Las bibliotecas diseñadas recientemente son la prueba de que la tipología bibliotecaria evoluciona constantemente y surgen nuevos conceptos espaciales. Desde condensadores sociales a centros comunitarios regenerativos, las bibliotecas actuales sirven como centros cívicos de muy diversas maneras. Las bibliotecas son auténticos edificios públicos que ofrecen entrada y servicios gratuitos y a pesar de la revolución digital, este tipo de edificios parece estar más vivo que nunca.

Existen multitud de bibliotecas emblemáticas: la Biblioteca Pública de Estocolmo, obra de Gunnar Asplund (1928); la Biblioteca de la Academia Exeter de New Hampshire, de Louis Kahn (1972); y la Biblioteca Central de Seattle, de Rem Koolhaas/OMA (2004). Estas célebres estructuras públicas son ejemplos imaginativos de cómo debería ser el edificio que albergue una biblioteca. Como ilustra la diversidad de proyectos recientes, no existe un único fundamento teórico o filosófico del concepto de biblioteca, sino un reflejo muy diverso de sus múltiples funciones.

Vista de la Biblioteca Pública de Estocolmo.
Biblioteca Pública de Estocolmo, 1928, Gunnar Asplund. Foto © Steffen Lehmann

Las bibliotecas no son únicamente depósitos de libros y manuscritos, sino también lugares de reunión social para las comunidades locales.
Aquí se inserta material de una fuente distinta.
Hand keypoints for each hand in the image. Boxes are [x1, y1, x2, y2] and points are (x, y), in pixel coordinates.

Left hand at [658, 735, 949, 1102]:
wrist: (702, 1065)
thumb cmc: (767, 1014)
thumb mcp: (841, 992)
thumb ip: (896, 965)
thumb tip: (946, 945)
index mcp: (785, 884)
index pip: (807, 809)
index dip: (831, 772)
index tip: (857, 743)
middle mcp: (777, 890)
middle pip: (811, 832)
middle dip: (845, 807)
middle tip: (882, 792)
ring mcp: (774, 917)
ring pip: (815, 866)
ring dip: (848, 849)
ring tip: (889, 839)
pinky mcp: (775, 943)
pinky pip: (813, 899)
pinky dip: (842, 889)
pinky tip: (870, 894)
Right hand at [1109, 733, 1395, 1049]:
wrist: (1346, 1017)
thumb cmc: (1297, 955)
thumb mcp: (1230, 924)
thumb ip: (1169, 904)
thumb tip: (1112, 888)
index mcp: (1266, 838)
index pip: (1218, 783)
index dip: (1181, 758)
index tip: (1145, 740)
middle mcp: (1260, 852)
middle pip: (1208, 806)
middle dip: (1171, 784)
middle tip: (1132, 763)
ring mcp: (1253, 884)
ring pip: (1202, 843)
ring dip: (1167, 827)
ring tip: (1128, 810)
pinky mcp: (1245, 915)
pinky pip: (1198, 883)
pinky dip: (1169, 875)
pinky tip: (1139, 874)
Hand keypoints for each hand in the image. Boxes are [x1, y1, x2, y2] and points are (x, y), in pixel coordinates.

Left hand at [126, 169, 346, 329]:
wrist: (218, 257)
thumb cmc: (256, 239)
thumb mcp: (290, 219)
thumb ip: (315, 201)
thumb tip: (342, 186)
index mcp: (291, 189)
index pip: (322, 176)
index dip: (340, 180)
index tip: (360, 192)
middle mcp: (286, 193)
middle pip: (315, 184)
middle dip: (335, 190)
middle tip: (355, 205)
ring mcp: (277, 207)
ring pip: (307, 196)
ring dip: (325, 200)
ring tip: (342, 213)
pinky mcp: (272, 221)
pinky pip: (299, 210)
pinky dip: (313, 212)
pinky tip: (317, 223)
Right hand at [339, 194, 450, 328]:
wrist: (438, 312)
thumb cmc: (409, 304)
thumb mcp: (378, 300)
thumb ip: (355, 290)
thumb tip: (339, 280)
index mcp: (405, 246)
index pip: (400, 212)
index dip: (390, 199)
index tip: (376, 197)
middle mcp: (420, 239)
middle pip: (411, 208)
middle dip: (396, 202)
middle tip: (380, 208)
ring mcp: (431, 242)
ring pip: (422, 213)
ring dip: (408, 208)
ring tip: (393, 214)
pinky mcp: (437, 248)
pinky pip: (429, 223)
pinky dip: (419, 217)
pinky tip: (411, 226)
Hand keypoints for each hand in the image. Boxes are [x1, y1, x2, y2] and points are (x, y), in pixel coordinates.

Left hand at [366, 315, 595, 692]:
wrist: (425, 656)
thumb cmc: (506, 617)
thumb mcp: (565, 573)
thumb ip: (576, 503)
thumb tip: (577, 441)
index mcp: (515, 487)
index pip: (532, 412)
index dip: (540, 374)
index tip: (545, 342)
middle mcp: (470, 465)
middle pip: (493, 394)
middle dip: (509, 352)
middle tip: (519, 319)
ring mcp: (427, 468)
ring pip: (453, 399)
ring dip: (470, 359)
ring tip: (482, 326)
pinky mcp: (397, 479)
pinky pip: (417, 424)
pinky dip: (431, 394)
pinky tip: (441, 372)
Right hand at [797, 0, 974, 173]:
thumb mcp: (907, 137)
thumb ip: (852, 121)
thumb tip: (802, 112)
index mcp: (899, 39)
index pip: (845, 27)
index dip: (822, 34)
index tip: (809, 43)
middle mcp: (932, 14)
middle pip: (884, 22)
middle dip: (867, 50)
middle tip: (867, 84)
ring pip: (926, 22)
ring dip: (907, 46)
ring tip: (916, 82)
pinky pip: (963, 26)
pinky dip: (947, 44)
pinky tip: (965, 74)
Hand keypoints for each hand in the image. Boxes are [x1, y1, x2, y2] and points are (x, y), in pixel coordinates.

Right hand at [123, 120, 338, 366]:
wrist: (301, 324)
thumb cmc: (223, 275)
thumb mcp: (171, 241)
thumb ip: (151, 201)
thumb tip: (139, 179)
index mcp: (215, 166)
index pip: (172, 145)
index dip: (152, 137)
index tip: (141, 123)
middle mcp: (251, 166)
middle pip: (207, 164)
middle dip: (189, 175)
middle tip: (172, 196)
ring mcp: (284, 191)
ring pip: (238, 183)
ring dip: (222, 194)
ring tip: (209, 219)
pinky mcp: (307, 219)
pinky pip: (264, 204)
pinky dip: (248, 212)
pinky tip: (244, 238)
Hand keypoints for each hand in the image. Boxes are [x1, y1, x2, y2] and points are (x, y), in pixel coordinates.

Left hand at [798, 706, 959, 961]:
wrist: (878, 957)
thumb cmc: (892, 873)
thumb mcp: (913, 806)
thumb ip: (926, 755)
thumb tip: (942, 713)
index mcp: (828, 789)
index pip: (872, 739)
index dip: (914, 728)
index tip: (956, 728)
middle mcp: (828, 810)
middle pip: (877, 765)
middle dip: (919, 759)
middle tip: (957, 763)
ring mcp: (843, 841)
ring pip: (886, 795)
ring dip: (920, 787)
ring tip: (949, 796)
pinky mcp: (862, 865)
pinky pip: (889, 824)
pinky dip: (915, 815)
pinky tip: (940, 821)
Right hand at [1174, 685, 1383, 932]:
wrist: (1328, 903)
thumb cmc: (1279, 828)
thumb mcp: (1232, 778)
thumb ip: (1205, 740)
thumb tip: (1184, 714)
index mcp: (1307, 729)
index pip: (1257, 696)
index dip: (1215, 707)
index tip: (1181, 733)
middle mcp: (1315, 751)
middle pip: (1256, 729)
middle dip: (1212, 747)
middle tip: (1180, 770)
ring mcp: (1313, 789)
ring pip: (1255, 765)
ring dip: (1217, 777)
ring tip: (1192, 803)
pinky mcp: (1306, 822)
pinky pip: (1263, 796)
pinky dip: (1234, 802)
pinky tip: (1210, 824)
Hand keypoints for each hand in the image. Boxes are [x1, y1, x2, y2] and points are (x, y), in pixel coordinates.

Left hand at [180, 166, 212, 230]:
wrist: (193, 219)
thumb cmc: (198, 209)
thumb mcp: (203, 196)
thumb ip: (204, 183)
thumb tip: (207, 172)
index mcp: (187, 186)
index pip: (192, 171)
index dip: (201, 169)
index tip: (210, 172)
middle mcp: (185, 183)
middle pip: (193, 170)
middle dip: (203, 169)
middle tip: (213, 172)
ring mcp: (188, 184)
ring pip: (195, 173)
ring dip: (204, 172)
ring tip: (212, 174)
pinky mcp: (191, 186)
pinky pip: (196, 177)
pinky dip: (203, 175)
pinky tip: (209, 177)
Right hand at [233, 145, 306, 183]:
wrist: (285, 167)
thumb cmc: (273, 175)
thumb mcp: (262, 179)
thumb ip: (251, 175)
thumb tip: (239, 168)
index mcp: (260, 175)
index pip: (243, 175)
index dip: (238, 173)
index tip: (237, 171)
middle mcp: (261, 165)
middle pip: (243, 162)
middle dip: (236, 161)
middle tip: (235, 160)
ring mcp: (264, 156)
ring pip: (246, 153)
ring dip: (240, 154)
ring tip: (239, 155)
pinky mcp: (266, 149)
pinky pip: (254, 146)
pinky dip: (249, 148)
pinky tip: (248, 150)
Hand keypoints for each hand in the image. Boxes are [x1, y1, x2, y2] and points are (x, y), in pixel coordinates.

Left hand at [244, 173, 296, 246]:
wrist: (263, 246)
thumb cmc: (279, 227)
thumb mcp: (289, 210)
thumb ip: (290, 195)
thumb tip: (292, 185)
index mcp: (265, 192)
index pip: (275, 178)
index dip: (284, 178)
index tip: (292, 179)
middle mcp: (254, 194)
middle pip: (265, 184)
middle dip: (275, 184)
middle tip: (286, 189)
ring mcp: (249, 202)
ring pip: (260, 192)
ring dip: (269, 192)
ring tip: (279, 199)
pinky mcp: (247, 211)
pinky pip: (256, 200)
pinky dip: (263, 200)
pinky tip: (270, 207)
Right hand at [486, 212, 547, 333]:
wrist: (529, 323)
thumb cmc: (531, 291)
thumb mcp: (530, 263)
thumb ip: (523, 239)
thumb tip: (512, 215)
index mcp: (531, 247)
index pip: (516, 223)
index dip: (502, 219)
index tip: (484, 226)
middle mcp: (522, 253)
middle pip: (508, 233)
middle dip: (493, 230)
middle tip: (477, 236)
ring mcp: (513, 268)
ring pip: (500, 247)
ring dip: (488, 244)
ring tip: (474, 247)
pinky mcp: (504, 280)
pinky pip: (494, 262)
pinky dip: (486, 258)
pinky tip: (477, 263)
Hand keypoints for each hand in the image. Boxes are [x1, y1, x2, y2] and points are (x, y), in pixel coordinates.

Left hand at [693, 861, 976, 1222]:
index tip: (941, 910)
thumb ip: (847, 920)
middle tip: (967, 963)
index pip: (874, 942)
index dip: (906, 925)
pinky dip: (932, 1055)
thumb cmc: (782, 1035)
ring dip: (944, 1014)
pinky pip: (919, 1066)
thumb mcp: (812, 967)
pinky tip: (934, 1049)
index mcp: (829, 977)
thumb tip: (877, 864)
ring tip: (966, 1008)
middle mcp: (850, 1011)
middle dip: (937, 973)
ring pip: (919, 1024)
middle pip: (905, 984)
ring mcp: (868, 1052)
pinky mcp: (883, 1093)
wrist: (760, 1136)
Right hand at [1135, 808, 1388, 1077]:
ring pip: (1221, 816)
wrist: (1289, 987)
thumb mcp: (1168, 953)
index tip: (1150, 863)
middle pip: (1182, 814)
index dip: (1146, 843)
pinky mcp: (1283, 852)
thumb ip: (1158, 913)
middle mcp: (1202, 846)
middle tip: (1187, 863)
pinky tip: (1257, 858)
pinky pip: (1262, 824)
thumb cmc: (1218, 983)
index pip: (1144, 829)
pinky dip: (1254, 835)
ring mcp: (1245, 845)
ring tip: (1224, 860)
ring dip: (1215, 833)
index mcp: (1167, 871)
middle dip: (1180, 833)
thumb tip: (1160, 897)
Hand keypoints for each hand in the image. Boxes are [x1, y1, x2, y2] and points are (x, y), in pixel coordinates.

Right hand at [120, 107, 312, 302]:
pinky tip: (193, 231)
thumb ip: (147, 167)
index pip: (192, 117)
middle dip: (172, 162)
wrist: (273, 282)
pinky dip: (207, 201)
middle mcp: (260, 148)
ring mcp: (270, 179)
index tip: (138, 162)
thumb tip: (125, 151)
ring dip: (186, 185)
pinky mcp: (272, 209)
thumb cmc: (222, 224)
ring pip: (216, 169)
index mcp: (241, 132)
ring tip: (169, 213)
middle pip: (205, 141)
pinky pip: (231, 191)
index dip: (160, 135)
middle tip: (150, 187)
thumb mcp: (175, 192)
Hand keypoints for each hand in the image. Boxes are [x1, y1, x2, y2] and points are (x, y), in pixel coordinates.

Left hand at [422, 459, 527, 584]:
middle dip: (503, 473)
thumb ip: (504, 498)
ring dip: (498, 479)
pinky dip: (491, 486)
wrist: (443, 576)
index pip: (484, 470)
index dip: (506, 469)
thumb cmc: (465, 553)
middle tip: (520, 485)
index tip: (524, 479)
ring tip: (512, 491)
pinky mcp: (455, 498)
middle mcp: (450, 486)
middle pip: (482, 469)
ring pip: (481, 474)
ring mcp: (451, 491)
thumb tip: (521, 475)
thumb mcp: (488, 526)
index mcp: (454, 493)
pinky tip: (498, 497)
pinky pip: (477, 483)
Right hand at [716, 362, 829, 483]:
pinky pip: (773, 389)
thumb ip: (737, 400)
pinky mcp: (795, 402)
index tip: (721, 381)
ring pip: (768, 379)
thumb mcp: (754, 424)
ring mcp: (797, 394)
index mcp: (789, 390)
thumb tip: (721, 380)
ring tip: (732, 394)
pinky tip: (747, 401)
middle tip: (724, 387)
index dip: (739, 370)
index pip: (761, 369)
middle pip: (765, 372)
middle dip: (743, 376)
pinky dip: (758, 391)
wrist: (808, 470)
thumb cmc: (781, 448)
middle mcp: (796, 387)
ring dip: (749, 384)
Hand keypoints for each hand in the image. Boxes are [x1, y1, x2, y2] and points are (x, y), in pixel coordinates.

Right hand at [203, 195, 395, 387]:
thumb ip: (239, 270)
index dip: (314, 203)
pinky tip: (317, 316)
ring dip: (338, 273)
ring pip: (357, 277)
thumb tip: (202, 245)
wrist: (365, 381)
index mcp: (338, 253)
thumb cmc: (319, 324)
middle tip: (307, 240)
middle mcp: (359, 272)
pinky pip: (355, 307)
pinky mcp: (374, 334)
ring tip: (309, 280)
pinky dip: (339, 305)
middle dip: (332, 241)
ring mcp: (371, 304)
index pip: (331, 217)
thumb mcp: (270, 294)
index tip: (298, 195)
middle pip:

A menudo asumen tareas y programas más amplios, pasando de ser instituciones centradas en las colecciones a centros de servicios orientados a las personas. A la vista de los grandes retos climáticos, sociales y económicos, la degradación del medio ambiente y el aumento de las desigualdades sociales, la biblioteca del futuro debe apostar por la resistencia a la comercialización del espacio público y al declive de nuestras instituciones cívicas.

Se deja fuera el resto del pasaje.